The fate of this 95-year-old women, seen here in the company of her neighbour, was turned upside down by the First Nagorno-Karabakh War. Her four sons perished in the conflict.
Like thousands of others, refusing the annexation of their territory to Azerbaijan cost them their lives : this imposed administrative situation was never accepted by the native population, as history has repeatedly shown.
At the end of World War I, when the fall of the Russian Empire reshaped the political landscape of the region, the Congress of Nagorno-Karabakh voted against submission to the tutelage of the newly established Republic of Azerbaijan and in favour of joining Armenia. However, this desire was soon dismissed by the Bolshevik Party.
In 1923, Nagorno-Karabakh was turned into an autonomous region, yet it repeatedly reaffirmed its will to determine its own future. This aspiration was once again confirmed by a vote of the regional parliament in 1988 but yet again ignored by the central authorities.
In 1991, following the collapse of the Soviet Union, the local Armenian community overwhelmingly voted for independence, followed by a formal declaration. More recently, in 2017, over 87% of voters approved the new constitution of Nagorno-Karabakh in a referendum. Everything indicates that a large majority of the population had long aspired to the existence of a fully-fledged state.
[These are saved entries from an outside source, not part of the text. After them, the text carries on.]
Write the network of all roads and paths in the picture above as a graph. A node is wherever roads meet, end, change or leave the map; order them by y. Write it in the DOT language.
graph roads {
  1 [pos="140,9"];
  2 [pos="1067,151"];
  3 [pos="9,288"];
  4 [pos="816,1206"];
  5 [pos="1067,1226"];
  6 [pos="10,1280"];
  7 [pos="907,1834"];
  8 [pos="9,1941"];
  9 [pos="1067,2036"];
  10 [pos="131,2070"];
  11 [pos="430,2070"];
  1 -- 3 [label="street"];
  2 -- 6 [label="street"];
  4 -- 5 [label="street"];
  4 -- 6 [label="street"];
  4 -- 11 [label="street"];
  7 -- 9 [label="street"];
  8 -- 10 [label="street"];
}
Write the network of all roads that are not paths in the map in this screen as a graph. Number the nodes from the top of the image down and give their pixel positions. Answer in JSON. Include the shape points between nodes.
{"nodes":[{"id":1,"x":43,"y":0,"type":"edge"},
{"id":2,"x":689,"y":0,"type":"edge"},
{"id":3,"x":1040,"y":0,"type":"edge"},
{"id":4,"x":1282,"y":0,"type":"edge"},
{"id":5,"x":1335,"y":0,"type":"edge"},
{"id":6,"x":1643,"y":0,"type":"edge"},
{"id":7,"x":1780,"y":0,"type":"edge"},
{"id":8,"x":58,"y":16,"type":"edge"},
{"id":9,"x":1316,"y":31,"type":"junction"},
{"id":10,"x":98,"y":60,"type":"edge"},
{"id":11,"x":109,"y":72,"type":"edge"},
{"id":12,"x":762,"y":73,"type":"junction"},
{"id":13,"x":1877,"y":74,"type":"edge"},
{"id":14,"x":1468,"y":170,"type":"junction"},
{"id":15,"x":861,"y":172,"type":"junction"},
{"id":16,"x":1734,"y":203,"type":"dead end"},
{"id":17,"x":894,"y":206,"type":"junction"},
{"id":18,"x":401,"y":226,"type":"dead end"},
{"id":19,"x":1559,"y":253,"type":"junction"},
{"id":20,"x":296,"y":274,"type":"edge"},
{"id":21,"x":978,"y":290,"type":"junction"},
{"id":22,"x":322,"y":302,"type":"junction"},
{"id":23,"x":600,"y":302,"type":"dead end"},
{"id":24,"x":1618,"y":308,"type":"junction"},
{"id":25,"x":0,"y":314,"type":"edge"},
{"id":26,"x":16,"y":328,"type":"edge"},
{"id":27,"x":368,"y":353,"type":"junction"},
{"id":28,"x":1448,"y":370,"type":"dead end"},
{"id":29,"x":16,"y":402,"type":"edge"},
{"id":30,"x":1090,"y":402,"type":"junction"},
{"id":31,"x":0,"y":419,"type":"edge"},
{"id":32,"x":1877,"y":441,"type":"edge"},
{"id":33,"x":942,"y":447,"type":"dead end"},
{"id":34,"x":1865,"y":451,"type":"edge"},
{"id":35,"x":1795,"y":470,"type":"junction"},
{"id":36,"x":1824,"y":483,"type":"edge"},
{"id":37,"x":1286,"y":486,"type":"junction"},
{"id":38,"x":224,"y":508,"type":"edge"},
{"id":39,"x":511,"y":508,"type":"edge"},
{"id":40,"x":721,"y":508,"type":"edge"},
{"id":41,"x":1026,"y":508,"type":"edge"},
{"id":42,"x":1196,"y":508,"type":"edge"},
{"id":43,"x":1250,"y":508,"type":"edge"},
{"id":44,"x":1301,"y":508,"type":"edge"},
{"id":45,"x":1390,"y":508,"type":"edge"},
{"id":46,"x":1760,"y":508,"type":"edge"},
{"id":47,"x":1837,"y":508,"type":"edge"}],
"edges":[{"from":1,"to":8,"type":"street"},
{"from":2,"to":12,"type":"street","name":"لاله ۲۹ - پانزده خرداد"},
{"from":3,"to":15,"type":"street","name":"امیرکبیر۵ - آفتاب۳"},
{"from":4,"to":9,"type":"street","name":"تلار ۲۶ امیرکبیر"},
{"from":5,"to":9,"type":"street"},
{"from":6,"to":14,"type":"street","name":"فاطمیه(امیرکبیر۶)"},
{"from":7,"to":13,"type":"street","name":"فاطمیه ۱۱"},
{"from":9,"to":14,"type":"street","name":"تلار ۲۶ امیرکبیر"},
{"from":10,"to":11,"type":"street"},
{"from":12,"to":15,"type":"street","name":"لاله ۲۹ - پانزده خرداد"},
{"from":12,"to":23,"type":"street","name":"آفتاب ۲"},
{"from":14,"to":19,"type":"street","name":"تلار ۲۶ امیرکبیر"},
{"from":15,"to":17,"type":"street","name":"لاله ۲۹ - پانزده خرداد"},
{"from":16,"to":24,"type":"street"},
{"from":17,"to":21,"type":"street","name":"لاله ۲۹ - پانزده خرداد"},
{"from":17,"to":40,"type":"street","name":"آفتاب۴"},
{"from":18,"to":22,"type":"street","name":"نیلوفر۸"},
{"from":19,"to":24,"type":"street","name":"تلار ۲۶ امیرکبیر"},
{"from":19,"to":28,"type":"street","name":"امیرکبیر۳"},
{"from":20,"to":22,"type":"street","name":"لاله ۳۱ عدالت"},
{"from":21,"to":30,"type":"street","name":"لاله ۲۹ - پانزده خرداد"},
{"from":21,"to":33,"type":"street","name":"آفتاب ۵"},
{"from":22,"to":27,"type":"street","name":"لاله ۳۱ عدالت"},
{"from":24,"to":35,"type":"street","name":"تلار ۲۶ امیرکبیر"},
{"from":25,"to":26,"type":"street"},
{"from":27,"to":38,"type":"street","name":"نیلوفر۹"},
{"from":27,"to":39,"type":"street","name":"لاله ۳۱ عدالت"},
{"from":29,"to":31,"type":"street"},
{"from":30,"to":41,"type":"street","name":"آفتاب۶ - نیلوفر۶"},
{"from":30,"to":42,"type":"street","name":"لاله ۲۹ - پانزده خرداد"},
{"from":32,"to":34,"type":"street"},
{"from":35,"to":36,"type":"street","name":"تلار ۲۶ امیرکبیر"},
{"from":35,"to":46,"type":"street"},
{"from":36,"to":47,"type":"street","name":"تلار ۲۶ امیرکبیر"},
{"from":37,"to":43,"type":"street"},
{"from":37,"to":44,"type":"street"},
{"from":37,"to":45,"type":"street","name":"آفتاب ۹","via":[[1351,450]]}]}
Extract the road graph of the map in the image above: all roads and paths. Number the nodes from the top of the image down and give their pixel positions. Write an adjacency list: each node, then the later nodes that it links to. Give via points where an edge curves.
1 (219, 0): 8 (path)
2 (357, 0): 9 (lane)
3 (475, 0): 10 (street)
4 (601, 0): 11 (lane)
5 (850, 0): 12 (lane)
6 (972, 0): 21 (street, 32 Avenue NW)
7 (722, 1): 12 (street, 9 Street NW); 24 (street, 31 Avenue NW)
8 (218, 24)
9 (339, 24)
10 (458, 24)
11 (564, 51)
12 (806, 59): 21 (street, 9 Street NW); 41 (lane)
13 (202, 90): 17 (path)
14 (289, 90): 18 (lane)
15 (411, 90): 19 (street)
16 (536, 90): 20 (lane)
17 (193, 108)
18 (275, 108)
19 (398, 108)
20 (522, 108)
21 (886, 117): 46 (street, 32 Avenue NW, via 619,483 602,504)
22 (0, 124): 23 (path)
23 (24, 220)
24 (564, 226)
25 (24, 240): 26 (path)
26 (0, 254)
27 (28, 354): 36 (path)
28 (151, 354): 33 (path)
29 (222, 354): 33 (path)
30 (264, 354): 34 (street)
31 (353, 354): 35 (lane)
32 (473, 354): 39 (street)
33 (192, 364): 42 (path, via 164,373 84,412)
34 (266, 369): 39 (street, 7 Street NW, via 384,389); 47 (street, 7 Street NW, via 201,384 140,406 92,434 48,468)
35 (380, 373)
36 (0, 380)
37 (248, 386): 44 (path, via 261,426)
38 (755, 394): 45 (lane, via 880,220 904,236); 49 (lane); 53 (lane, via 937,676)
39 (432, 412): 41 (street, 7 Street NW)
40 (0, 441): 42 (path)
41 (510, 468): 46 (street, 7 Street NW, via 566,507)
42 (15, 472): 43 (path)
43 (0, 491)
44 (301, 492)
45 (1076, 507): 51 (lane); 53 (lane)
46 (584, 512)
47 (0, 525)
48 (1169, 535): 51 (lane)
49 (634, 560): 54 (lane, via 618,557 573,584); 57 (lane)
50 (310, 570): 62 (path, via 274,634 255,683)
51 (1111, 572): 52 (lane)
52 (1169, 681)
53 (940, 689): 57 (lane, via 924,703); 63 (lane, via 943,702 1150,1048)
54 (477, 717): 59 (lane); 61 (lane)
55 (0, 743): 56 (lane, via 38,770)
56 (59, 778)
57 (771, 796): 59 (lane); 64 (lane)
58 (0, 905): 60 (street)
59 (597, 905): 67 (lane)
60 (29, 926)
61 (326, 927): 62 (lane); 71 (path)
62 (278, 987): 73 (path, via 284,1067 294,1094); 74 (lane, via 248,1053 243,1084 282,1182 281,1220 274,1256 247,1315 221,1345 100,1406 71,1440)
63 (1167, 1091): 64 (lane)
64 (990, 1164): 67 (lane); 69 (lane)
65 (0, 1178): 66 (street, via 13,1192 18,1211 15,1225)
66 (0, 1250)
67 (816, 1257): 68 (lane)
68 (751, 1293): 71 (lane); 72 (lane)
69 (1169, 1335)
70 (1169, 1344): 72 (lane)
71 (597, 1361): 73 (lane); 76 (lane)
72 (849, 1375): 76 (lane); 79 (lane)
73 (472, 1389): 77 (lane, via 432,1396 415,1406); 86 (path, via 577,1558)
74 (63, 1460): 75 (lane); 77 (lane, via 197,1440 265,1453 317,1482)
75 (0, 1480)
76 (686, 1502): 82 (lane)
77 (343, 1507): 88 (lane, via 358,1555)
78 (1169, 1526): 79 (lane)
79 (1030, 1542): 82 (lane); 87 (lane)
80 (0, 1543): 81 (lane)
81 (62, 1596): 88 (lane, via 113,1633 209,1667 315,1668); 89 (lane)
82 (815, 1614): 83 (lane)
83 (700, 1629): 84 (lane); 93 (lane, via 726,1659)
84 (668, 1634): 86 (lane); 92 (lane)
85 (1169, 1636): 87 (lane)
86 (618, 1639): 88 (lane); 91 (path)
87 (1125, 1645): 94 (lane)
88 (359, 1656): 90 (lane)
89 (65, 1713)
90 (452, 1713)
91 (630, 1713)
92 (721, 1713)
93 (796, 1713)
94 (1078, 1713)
However, despite the establishment of democratic institutions, this aspiration was never taken into account, as the Republic of Nagorno-Karabakh was never recognized at international level. Yet the United Nations Charter, signed in 1945, reaffirmed the principle of the right of peoples to self-determination. In practice, however, this right is complex to enforce, particularly due to the risk of fragmenting the world.
For this reason, international bodies have generally prioritized the principle of territorial integrity, seeing it as a guarantee of stability, over the right to self-determination. Thus, Azerbaijan can legitimately claim sovereignty over Nagorno-Karabakh. Despite its almost entirely Armenian population, the territory was assigned to Azerbaijan in 1921 by the Caucasian Bureau of the Bolshevik Party, with the approval of the Soviet People’s Commissar for Nationalities, Joseph Stalin.
This decision has never been challenged by UN member states. Even less so today, as Azerbaijan’s influence as a gas and oil-producing country is incomparably greater than that of small, depopulated, and weakened Armenia: a country now home to many refugee women who ask themselves why their children died defending Nagorno-Karabakh.